### Your task
Report how many lines of the records below include the word "order". Give nothing but the number.

++++ Records shown ++++

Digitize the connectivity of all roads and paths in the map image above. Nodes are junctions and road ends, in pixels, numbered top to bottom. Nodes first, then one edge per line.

++++
++++ Records shown ++++

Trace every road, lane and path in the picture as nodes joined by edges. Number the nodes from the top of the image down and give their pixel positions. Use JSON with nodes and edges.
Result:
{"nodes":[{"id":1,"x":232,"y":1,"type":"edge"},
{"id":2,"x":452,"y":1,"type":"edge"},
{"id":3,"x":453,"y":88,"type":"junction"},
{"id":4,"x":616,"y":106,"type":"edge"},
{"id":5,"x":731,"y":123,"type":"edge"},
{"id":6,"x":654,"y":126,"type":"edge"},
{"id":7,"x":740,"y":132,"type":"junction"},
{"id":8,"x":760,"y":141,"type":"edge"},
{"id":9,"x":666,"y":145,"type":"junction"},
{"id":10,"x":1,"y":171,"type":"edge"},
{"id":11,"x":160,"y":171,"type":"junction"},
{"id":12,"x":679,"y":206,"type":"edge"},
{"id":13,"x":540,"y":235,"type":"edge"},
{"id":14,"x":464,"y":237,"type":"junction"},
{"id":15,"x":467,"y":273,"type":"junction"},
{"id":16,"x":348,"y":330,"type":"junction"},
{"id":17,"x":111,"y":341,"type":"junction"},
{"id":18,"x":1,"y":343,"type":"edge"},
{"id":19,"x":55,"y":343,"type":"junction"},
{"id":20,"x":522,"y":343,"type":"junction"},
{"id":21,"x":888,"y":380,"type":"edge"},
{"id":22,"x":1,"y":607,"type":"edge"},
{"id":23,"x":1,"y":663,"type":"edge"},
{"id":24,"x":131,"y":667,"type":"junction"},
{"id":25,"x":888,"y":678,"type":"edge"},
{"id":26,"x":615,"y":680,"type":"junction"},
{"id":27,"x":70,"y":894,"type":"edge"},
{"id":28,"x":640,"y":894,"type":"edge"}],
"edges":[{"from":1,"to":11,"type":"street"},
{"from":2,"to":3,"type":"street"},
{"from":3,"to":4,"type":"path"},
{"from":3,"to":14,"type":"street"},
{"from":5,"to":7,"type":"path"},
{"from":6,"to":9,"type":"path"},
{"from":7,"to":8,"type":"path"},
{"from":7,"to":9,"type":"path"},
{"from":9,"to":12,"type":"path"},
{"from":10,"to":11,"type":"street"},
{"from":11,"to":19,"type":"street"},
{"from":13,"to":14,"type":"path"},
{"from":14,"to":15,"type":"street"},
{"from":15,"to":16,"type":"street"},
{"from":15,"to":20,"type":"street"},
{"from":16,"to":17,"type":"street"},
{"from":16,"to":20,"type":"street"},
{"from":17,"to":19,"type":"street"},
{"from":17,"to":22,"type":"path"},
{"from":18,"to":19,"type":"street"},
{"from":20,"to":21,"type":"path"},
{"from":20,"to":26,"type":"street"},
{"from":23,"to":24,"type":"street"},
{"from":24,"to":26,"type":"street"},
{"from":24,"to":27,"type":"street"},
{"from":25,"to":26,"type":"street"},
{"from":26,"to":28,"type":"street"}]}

++++
++++ Records shown ++++

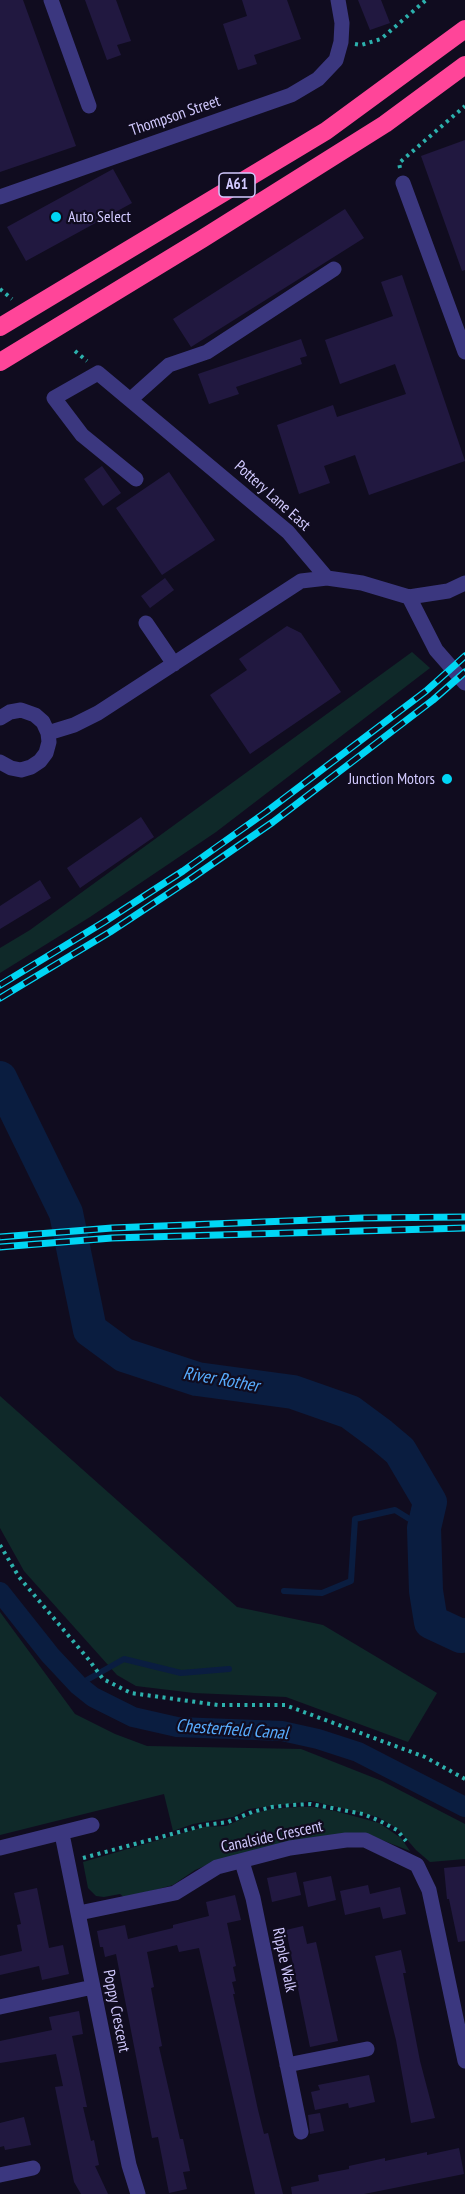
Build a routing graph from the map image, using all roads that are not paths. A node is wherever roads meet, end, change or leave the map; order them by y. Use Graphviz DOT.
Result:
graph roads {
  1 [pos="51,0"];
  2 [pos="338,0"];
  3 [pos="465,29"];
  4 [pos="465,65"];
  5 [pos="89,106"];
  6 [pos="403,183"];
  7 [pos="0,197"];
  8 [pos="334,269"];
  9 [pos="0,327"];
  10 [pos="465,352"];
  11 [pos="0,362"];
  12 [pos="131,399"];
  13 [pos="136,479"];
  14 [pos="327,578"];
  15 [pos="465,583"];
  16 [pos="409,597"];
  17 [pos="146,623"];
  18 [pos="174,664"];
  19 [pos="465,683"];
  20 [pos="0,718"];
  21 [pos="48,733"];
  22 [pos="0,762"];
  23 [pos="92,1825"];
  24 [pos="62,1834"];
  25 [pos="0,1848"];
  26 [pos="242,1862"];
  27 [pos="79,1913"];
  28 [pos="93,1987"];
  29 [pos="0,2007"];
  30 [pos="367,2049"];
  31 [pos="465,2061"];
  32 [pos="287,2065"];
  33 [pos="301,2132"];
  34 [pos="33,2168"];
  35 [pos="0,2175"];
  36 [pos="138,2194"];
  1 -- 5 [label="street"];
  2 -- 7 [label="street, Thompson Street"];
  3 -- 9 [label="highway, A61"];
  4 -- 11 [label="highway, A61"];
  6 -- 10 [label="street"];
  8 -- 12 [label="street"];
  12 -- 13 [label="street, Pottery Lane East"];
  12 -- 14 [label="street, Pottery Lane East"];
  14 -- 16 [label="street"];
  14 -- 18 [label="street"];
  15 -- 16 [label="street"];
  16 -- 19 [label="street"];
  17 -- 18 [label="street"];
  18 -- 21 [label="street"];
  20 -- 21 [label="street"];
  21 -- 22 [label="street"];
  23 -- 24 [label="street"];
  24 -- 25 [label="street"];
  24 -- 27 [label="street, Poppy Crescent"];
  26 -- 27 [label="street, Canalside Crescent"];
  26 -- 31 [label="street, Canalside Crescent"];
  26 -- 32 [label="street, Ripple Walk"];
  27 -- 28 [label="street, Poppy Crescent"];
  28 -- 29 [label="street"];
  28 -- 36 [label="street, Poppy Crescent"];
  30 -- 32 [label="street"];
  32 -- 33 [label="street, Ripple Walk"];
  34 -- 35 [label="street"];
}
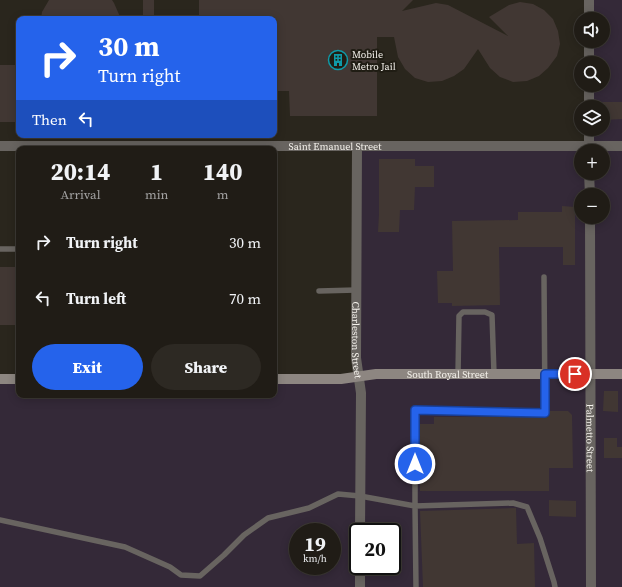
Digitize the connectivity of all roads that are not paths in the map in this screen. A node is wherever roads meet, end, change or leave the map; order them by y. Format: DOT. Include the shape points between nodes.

++++

### Task result
2